Your third paragraph contradicts the second.
It's very possible to not know or care about equivalence, provided you never change camera format. But if you do, and want to know about the differences you're seeing, then check the DPReview link posted above. You'll want to know about how the crop factor affects field of view for a start, and also how depth of field changes, also by the crop factor. There's a lot more to it than that though and the crop factor, or crop factor squared, comes up time and again.
That DPReview link doesn't go into how equivalence affects lens performance, but it most certainly does. Better sharpness is probably the number one reason folks switch from APS-C to full-frame. The crop factor is part of the calculation there too.
Why are smaller formats more noisy
Bigger has undoubtedly always been better... but there is no need to dress it up with some magical "equivalence "
Bigger can mean less enlargement is necessary. Or that you need to open up the aperture less to reduce the depth of field. Or can refer to many other factors with a mathematical relationship. Unfortunately Bigger has also always meant chunkier and heavier and perhaps less convenient.

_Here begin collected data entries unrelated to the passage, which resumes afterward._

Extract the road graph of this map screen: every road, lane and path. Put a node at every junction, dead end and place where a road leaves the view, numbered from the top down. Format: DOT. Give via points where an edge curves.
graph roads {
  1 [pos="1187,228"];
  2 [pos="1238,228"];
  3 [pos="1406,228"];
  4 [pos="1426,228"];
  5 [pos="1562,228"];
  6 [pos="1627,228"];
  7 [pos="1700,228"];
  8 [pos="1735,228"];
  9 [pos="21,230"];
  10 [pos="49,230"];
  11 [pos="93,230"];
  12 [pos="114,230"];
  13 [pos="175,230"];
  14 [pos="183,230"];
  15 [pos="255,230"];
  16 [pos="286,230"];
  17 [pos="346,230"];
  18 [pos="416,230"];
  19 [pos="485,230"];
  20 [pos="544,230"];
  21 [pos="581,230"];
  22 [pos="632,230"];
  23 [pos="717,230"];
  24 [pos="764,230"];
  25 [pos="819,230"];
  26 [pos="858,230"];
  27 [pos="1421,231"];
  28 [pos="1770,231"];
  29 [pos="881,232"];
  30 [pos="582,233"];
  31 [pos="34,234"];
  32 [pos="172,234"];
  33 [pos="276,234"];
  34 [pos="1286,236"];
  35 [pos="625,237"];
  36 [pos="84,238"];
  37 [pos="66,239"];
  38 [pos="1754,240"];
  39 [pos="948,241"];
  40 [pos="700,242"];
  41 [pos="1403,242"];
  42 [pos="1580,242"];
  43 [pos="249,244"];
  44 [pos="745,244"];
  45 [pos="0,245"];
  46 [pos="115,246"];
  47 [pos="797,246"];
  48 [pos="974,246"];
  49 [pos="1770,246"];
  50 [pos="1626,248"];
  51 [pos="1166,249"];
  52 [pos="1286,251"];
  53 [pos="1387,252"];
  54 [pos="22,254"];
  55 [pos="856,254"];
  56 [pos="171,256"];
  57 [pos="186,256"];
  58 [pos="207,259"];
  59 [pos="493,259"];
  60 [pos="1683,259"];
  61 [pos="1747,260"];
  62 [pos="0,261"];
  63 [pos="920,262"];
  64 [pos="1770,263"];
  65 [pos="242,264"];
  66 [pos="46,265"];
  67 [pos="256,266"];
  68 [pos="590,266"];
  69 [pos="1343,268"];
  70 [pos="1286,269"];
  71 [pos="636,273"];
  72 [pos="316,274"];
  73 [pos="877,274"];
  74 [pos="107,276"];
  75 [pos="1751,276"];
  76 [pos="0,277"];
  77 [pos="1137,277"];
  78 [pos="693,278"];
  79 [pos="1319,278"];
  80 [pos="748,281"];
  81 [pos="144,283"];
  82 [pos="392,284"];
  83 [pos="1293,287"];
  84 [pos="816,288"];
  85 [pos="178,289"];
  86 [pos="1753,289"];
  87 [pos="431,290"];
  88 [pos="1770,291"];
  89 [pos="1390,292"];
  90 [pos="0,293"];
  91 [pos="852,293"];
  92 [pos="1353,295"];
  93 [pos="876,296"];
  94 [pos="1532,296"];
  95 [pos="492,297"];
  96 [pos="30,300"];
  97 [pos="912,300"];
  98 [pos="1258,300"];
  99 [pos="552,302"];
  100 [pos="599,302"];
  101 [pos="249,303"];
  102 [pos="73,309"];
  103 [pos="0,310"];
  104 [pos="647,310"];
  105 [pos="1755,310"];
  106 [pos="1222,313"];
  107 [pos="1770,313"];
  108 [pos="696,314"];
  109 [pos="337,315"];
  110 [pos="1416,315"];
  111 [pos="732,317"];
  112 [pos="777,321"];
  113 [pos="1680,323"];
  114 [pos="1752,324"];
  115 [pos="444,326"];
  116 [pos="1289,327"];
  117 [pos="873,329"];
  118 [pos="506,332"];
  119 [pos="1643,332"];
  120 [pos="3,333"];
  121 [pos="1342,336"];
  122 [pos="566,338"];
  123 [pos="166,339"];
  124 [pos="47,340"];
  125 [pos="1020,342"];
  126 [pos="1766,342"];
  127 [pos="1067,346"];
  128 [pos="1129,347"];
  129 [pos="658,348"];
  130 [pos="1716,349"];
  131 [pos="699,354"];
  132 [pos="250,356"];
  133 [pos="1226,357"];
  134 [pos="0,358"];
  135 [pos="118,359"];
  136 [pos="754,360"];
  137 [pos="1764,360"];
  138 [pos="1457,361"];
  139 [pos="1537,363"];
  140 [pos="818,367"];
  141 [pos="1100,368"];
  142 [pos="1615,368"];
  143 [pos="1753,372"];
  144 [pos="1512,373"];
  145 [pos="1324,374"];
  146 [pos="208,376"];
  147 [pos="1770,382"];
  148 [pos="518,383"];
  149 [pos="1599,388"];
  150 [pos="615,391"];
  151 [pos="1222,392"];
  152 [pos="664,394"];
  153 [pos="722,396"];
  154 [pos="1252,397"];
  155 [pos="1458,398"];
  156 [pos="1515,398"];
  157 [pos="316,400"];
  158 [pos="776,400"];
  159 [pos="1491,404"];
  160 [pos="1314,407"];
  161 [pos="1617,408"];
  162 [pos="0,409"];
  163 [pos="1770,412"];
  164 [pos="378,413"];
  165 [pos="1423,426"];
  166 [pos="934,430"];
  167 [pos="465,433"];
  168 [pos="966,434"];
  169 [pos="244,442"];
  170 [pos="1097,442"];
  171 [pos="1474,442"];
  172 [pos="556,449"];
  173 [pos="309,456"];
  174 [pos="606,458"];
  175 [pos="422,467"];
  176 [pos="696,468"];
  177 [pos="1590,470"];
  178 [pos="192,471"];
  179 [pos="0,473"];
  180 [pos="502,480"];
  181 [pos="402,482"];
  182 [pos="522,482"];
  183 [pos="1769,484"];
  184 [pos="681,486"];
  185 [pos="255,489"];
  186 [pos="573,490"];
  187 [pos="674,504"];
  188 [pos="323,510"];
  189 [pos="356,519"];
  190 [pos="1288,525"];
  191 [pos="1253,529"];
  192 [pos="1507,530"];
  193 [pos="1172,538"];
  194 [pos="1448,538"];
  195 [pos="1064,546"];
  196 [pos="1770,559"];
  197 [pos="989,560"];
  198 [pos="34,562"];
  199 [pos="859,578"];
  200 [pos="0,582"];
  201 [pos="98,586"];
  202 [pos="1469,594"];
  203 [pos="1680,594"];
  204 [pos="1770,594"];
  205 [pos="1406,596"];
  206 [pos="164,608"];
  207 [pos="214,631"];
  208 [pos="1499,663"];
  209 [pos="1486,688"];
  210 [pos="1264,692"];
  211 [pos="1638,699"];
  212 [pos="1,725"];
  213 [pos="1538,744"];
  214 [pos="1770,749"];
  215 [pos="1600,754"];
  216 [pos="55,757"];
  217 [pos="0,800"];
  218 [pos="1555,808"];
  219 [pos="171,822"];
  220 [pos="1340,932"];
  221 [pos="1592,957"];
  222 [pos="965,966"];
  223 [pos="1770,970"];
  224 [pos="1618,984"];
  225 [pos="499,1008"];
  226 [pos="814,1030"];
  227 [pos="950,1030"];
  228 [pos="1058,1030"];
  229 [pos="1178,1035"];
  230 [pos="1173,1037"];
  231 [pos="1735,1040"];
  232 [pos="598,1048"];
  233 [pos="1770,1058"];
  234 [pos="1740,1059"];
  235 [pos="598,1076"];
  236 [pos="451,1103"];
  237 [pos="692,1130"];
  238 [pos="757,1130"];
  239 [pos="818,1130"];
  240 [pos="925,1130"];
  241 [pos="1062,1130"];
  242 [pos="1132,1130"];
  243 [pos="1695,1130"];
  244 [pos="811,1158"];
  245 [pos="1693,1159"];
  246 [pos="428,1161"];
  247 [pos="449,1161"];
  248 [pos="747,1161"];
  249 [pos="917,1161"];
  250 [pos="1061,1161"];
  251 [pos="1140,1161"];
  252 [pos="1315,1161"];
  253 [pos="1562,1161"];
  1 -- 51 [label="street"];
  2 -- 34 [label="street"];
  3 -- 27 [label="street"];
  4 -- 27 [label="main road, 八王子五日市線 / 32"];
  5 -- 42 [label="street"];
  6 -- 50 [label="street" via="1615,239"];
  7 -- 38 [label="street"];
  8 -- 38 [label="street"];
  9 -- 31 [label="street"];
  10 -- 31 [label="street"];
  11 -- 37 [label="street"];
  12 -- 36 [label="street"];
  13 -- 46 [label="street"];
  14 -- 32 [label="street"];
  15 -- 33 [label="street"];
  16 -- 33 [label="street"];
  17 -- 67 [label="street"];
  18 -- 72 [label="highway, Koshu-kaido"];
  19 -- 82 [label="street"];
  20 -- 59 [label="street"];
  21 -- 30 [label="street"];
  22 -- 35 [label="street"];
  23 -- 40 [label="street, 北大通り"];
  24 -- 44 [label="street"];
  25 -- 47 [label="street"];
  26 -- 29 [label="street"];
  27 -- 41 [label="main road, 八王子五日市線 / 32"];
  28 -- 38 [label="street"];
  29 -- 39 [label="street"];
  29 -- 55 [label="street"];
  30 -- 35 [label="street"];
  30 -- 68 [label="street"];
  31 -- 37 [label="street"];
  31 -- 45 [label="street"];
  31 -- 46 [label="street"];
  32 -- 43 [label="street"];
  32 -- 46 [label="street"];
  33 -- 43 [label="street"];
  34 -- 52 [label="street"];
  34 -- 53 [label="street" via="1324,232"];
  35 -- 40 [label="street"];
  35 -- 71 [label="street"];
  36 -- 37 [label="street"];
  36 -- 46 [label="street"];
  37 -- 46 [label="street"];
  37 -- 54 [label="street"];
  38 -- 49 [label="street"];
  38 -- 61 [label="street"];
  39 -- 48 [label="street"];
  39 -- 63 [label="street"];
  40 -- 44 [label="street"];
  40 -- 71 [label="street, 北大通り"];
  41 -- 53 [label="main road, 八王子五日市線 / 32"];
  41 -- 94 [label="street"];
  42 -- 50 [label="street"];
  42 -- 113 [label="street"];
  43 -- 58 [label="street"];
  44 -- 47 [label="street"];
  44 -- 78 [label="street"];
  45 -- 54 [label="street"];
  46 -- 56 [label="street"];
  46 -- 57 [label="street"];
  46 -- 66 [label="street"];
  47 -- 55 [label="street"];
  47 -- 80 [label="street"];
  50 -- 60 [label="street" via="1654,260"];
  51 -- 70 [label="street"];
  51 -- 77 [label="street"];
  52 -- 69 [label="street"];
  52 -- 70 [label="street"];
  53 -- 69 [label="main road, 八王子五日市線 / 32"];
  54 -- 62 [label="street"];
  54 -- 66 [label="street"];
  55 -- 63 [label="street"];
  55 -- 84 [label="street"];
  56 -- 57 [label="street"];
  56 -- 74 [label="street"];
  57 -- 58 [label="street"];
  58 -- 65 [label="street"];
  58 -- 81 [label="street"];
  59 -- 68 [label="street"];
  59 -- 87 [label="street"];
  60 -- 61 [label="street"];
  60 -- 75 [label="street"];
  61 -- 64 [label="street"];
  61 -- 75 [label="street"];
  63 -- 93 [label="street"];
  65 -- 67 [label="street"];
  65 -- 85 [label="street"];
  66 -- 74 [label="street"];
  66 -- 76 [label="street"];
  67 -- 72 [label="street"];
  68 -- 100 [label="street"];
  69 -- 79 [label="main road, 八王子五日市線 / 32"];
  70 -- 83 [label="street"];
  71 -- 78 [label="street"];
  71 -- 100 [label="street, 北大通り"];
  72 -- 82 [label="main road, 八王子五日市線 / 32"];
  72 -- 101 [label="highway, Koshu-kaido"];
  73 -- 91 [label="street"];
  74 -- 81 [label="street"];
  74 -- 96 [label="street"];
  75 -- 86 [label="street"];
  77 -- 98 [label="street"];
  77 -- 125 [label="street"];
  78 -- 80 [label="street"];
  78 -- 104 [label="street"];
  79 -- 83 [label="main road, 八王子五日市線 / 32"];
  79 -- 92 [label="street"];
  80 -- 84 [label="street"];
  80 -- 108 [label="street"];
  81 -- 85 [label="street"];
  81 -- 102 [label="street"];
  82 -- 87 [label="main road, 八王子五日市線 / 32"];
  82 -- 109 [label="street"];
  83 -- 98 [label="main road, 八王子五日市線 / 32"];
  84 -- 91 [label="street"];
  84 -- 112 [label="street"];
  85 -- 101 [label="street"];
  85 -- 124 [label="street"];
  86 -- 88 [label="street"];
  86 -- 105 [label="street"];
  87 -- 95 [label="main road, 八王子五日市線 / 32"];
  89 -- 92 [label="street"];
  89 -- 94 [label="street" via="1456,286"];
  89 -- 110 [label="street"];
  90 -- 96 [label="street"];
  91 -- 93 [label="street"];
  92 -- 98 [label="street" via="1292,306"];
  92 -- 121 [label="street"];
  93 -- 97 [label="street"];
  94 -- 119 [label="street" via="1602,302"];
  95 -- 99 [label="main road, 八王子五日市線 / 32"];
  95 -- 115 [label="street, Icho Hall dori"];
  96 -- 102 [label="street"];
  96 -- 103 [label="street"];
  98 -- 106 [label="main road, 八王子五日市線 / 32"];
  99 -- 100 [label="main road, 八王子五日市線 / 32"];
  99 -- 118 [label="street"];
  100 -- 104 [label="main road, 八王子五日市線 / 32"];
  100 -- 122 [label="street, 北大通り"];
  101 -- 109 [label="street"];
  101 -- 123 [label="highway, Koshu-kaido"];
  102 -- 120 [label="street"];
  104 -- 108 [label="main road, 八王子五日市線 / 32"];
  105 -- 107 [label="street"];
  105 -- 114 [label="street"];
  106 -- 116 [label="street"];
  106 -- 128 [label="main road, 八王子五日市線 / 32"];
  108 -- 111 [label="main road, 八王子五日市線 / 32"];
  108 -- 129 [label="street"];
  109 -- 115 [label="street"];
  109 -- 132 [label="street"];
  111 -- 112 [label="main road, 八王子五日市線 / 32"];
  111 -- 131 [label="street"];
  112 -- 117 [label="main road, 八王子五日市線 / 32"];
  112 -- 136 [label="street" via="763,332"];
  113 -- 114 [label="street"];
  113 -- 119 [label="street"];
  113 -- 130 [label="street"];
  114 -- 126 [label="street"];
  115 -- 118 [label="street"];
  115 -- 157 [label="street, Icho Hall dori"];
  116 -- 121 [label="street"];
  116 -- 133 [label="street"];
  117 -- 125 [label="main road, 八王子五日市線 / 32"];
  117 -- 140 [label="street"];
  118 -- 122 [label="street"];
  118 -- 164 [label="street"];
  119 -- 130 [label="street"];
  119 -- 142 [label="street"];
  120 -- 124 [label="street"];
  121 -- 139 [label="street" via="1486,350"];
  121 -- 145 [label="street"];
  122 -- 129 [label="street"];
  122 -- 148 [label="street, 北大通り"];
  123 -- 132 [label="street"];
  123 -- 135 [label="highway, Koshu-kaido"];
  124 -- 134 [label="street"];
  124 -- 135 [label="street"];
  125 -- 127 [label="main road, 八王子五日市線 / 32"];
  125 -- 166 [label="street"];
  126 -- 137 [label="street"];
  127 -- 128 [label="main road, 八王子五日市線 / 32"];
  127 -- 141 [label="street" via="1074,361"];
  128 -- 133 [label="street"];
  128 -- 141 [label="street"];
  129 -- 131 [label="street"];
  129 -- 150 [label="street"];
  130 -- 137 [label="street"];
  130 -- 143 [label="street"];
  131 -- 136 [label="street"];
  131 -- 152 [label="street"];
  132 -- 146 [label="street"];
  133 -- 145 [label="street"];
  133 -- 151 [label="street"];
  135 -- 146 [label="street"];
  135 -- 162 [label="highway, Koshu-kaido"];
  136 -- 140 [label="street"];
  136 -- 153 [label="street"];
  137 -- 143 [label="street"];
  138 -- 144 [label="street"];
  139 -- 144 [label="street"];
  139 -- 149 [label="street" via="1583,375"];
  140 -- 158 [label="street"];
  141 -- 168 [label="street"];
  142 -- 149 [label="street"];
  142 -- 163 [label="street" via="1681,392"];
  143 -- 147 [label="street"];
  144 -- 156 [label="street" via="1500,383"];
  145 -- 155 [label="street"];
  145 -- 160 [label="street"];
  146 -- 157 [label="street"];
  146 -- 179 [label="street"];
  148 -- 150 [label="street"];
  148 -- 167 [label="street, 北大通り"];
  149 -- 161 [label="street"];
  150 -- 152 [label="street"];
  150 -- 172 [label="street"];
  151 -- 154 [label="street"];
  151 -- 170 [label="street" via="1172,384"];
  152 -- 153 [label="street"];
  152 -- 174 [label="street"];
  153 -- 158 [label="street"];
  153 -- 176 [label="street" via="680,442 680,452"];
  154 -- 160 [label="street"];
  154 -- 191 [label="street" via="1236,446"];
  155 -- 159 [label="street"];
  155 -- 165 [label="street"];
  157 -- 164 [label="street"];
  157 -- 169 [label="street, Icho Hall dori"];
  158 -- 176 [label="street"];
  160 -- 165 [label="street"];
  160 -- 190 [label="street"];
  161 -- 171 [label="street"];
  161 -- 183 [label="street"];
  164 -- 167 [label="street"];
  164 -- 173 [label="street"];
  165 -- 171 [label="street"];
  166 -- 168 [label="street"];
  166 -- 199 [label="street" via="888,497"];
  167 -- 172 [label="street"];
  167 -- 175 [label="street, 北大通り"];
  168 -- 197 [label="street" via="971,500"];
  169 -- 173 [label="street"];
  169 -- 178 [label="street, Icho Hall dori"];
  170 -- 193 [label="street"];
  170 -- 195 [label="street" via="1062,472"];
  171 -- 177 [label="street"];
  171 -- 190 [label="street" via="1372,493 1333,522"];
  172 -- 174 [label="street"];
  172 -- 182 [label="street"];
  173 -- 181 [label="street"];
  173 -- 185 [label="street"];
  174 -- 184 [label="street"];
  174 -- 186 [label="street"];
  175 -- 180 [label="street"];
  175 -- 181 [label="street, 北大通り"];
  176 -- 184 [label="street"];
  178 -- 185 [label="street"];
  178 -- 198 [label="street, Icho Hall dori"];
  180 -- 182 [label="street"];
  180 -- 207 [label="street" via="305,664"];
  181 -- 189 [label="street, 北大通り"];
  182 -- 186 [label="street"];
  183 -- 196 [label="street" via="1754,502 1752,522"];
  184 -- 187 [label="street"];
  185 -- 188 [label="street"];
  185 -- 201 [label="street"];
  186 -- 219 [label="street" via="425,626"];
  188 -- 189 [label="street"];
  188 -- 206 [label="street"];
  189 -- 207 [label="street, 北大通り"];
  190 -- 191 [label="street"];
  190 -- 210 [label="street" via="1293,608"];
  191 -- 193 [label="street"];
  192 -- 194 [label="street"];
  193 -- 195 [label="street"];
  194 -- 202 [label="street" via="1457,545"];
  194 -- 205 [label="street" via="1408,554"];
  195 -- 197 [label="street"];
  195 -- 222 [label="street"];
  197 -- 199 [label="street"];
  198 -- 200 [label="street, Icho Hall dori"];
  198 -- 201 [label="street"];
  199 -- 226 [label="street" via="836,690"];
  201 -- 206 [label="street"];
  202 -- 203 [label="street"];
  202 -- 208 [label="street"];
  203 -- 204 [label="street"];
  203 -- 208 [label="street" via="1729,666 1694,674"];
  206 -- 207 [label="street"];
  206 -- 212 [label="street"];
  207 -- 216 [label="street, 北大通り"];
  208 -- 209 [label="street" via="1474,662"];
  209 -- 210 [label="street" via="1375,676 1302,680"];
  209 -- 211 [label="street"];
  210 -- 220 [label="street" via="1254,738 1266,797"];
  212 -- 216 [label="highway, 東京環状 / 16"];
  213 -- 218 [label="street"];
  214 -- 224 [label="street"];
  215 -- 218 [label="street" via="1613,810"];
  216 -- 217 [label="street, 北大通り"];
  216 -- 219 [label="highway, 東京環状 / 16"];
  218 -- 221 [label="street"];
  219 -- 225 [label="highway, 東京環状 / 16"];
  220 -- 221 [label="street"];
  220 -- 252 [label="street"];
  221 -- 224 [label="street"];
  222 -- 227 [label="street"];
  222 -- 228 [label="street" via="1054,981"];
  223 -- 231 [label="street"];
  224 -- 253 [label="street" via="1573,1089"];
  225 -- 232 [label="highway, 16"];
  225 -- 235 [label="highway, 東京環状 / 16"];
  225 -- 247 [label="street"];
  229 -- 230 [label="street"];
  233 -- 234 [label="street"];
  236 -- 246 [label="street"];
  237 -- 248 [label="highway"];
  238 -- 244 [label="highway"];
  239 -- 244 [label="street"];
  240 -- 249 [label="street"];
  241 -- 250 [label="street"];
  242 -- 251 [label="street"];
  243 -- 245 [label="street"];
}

In real life we chose a camera of a particular format because it is "convenient, cost effective, does what you want it to do, and is good enough".
My little Fuji X20 is good enough at the sizes I need and for what I need it for. Were it not, I would use or buy something different.
I never used 35mm professionally, except for the very few occasions that a client wanted 35mm slides. Howevr I rarely used anything else for my happy snaps after the Dslr became "good enough".
Format sizes never have an equivalence of usefulness, one always stand out as the better option.
I under stand all the mathmatics and theory behind crop factors, focal length, apertures, magnification, exposure, fields of view, etc. to the extent that I now rarely have to think about them to make my choices.
"Equivalence " does not effect lens performance. because red herrings rarely do much at all, but magnification to the final image certaily does.
Hence... if you want big and good ...Start big.
Equivalence is an confused observation not science. It is a very poor way of thinking about relationships, it seems to confuse and blind with science, in equal measure, rather than give accurate explanations that people can actually understand.
When Photographers used many and varied formats, neither crop factors nor equivalence were ever used to explain anything. They seem to be a totally unnecessary product of the digital age.